Au sud de Biskara, l’on traverse l’Oued-Djédi, la rivière vers laquelle se dirige l’Oued-Biskara, que reforment, à Tahir-Rashou, des fontaines donnant 600 litres par seconde : on franchit plutôt son lit, car l’Oued-Djedi, fils du Djébel-Amour, n’arrive que rarement au Melrir, grand chott qui, lui aussi, n’a presque jamais d’eau et qui, sous divers noms, étend ses nappes de sel, ses terres sèches, ses fanges, ses fondrières jusqu’en Tunisie. Le seuil qui sépare le Melrir du golfe de Gabès pourrait être tranché par un canal ; et, comme une partie de ce bourbier salé, lac par le mirage plus que par l’onde elle-même, est au-dessous du niveau des Océans[5], on a projeté d’y verser la Méditerranée et d’emplir de la sorte un bassin d’environ 2 600 000 hectares, et de peu de profondeur, qu’on a d’avance appelé Mer saharienne. Ce grand nom a fait la fortune de cette idée : nom faux, car la soi-disant « mer » serait au Sahara ce que la sebkha des Oranais est au Tell d’Oran, ce que le lac de Genève est aux Alpes réunies de Suisse et de France ou le lac Supérieur aux États-Unis et à la Puissance du Canada ; et, par la minceur de ses flots, cette « mer » ressemblerait au lac d’Oran plus qu’au Léman et qu’au Supérieur. Au lieu d’un flot vivant, puissant, bruyant, salutaire, il est à craindre qu’on fasse une mare méphitique en lutte perpétuelle avec un climat flamboyant. Encore si l’évaporation, livrant au soleil des plages maremmatiques, fouettait de pluies l’Aurès altéré ! Mais l’air du Sahara dévore lui-même ses nuages : pareils à la gara du littoral péruvien, ils ne se résolvent point en ondées ; dans le Grand Désert les plantes meurent faute de pluie au bord même de l’Atlantique ; et sur la rive méditerranéenne, près et loin des lieux où puiserait le canal, il ya 668 kilomètres de côtes sans un arbre : le seul qui se dressât sur ce rivage est mort ; c’était un palmier. Avec ce qu’engloutirait d’argent le lac proposé, l’on barrerait assez d’oueds, on ravirait aux profondeurs du sol assez d’eau jaillissante, on bâtirait assez de citernes, on féconderait assez de palmiers et de colonniers pour régénérer le Sahara français et conduire de proche en proche la garnison de Touggourt dans un fort baigné du Niger.

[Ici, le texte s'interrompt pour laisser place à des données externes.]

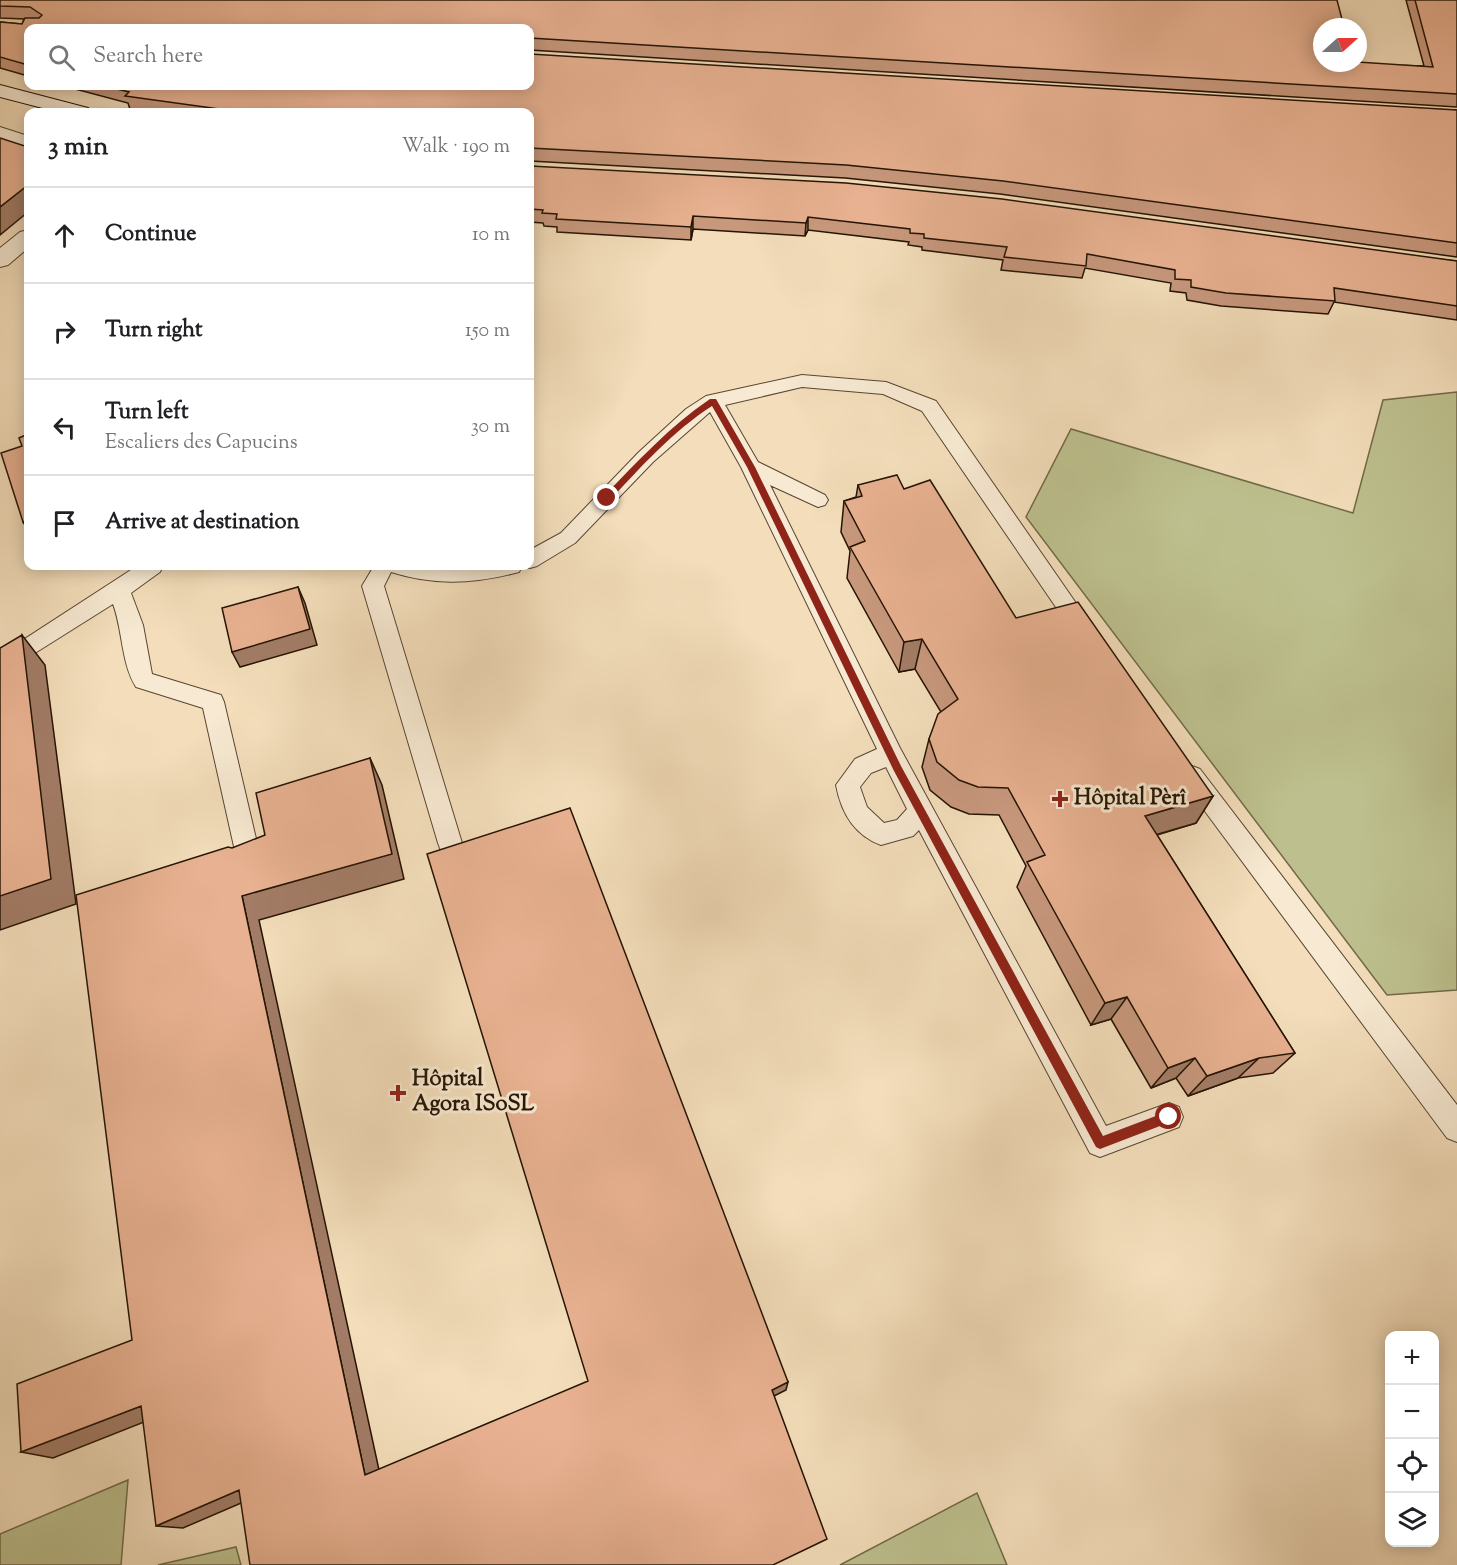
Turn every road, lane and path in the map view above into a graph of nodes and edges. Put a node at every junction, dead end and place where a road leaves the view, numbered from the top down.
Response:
1 (0, 91) edge
2 (66, 108) edge
3 (0, 133) edge
4 (24, 142) edge
5 (24, 240) edge
6 (0, 260) edge
7 (713, 401) junction
8 (751, 467) junction
9 (818, 500) dead end
10 (534, 558) edge
11 (146, 570) edge
12 (382, 570) edge
13 (407, 570) edge
14 (488, 570) edge
15 (119, 590) junction
16 (1099, 653) edge
17 (0, 666) edge
18 (891, 754) junction
19 (1178, 758) edge
20 (921, 811) junction
21 (450, 843) dead end
22 (249, 860) edge
23 (1169, 1117) dead end
24 (1457, 1128) edge

1 - 2 street
3 - 4 street
5 - 6 street
7 - 8 lane
7 - 10 lane
7 - 16 lane
8 - 9 lane
8 - 18 lane
11 - 15 lane
12 - 21 lane
13 - 14 lane
15 - 17 lane
15 - 22 lane
18 - 20 lane
18 - 20 lane
19 - 24 lane
20 - 23 lane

2o L’Oued-Rir. L’Oued-Souf. L’Ighargar et le Hoggar. Ouargla. El-Goléa. Le Mzab et Les Mozahites. — Au sud de l’Oued-Djédi et du saumâtre Melrir se suivent les oasis de l’Oued-Rir, toutes situées dans un bas-fond continuant un long fleuve desséché qui vient du Sahara central, l’Igharghar, dont pour nous l’importance est grande. Rempli jadis, au temps du Sahara pluvieux, par cet Igharghar, l’Oued-Rir n’a point perdu tout passage des eaux ; mais c’est lentement, silencieusement, invisiblement qu’elles coulent, à diverses profondeurs sous le sol. Ce bras de la « Mer sous terre », comme disent les déserticoles, est ici le principe de la vie ; on l’amène au jour par des forages, ou il y vient de lui-même par des puits jaillissants ou par des bahhar (étangs). Nous pouvons nous vanter d’avoir conquis deux fois l’Oued-Rir : par les armes en 1854, et depuis 1856 par des fontaines de 20, 50, 60 et jusqu’à 80 litres par seconde prises par la sonde au flot de l’Igharghar souterrain. Avant nous, les Indigènes creusaient aussi des puits, qui ne valaient pas les nôtres ; mal encoffrés, avec du palmier, bois de rapide pourriture, ils s’effondrent, s’ensablent et souvent tarissent au bout de dix à quinze ans ; si bien qu’à notre arrivée les dattiers mouraient, les oasis se resserraient. Maintenant, grâce aux jets dus à nos sondeurs, près de ces nouvelles sources que les habitants du Rir ont nommées de beaux noms, tels que fontaine de la Paix et fontaine de la Bénédiction, les jardins de notre Désert refleurissent. Les Rouara — on appelle ainsi les hommes de ces bas-fonds — ont du sang berbère, du sang arabe, du sang juif ; mais avant tout ils sont de sang nègre, comme il faut à des gens qui vivent dans l’évaporation des eaux traînantes, sous un astre de flamme et presque au niveau de la mer. La capitale de cette forêt de palmiers incessamment accrue, C’est Touggourt, ville de briques séchées au soleil dont on vient de combler les fossés, qui dégageaient la pestilence. Touggourt dispose de plus d’un mètre cube d’eau par seconde, tribut de trois cents puits coulants.

Touggourt.

Entre l’Oued-Rir et la Tunisie, l’Oued-Souf, durement traité par la mère nature, comprend sept oasis autour de sept bourgades en maçonnerie, oasis sans eau courante, au milieu de dunes mobiles, dans un air chargé de sable fin. Les palmiers y vivent de l’humidité que leurs racines vont sucer dans les sables. Des Arabes mêlés de sang berbère et de sang noir, en tout vingt mille hommes dont beaucoup de borgnes, d’aveugles, d’hommes aux yeux éraillés ou rouges, habitent cet archipel de la mer des sables, qui a pour ville majeure El-Oued. Faut-il croire d’un pareil pays que son vrai nom, son nom d’autrefois, c’est Oued-Izouf, la Rivière Murmurante ? Jadis, content les Souafa, nous avions un grand oued qui coulait du nord au midi ; les Roumis[6], fuyant devant les conquérants arabes, l’ont enfermé sous terre ; eux seuls pourront le ramener au jour.

Une oasis.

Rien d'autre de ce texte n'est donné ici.